Collected data
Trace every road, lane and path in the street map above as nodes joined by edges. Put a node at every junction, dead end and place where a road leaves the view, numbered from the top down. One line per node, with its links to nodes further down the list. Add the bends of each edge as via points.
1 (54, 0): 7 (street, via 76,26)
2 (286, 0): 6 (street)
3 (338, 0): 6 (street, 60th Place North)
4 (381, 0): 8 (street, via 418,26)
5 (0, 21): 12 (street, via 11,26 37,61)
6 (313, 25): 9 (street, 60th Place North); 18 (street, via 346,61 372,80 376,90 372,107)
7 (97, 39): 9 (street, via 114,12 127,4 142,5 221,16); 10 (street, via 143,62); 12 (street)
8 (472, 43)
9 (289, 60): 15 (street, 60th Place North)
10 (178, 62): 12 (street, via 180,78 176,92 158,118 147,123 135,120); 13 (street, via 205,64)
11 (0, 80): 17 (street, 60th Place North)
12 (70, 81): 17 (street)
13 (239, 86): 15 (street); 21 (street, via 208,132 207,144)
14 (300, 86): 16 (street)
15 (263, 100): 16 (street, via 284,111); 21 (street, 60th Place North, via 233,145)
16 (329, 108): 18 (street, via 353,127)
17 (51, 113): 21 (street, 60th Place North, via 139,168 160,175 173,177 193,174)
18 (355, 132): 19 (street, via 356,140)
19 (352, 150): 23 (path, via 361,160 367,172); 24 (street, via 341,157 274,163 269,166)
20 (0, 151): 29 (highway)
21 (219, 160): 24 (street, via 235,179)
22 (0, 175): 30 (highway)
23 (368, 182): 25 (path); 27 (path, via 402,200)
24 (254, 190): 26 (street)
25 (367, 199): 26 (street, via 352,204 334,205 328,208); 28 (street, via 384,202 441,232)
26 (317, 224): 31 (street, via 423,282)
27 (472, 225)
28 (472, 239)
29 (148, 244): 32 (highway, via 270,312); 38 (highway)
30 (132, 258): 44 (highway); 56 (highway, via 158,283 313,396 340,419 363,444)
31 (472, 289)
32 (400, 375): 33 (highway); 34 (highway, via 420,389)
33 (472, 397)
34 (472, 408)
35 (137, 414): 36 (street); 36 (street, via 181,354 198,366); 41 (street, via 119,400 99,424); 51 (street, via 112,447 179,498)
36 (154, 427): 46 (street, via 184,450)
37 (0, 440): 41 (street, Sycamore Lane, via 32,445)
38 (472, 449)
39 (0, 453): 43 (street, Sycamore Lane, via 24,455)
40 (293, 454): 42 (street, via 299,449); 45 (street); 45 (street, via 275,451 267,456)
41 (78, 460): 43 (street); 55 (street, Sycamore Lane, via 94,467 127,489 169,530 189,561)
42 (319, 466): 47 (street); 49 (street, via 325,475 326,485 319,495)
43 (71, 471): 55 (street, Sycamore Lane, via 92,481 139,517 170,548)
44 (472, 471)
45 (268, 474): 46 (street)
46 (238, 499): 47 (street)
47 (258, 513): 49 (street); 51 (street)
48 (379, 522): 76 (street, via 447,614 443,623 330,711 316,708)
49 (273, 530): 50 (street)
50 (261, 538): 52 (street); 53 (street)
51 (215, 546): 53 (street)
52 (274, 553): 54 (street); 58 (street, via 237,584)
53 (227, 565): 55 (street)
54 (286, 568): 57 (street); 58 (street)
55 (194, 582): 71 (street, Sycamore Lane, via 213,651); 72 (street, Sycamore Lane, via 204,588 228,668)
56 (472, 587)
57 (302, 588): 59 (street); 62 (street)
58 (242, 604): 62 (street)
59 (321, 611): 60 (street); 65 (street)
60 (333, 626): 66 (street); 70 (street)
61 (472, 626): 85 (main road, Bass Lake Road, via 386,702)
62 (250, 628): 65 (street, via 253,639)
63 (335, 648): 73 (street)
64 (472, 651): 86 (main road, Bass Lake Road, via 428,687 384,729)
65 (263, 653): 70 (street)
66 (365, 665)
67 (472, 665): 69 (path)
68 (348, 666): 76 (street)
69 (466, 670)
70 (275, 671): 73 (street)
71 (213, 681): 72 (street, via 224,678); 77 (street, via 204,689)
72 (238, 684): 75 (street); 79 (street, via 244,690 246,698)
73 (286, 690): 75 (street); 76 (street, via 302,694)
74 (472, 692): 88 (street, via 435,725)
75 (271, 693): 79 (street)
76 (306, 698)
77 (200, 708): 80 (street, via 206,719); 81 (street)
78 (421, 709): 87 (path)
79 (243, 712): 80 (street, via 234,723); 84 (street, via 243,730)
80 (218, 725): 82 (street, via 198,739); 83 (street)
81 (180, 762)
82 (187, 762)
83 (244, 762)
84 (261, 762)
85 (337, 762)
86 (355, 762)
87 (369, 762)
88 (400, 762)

▶ WORK REQUEST: The word "highway" appears in some lines of the data. Copy every one of those lines.

▶ TASK SOLUTION:
20 (0, 151): 29 (highway)
22 (0, 175): 30 (highway)
29 (148, 244): 32 (highway, via 270,312); 38 (highway)
30 (132, 258): 44 (highway); 56 (highway, via 158,283 313,396 340,419 363,444)
32 (400, 375): 33 (highway); 34 (highway, via 420,389)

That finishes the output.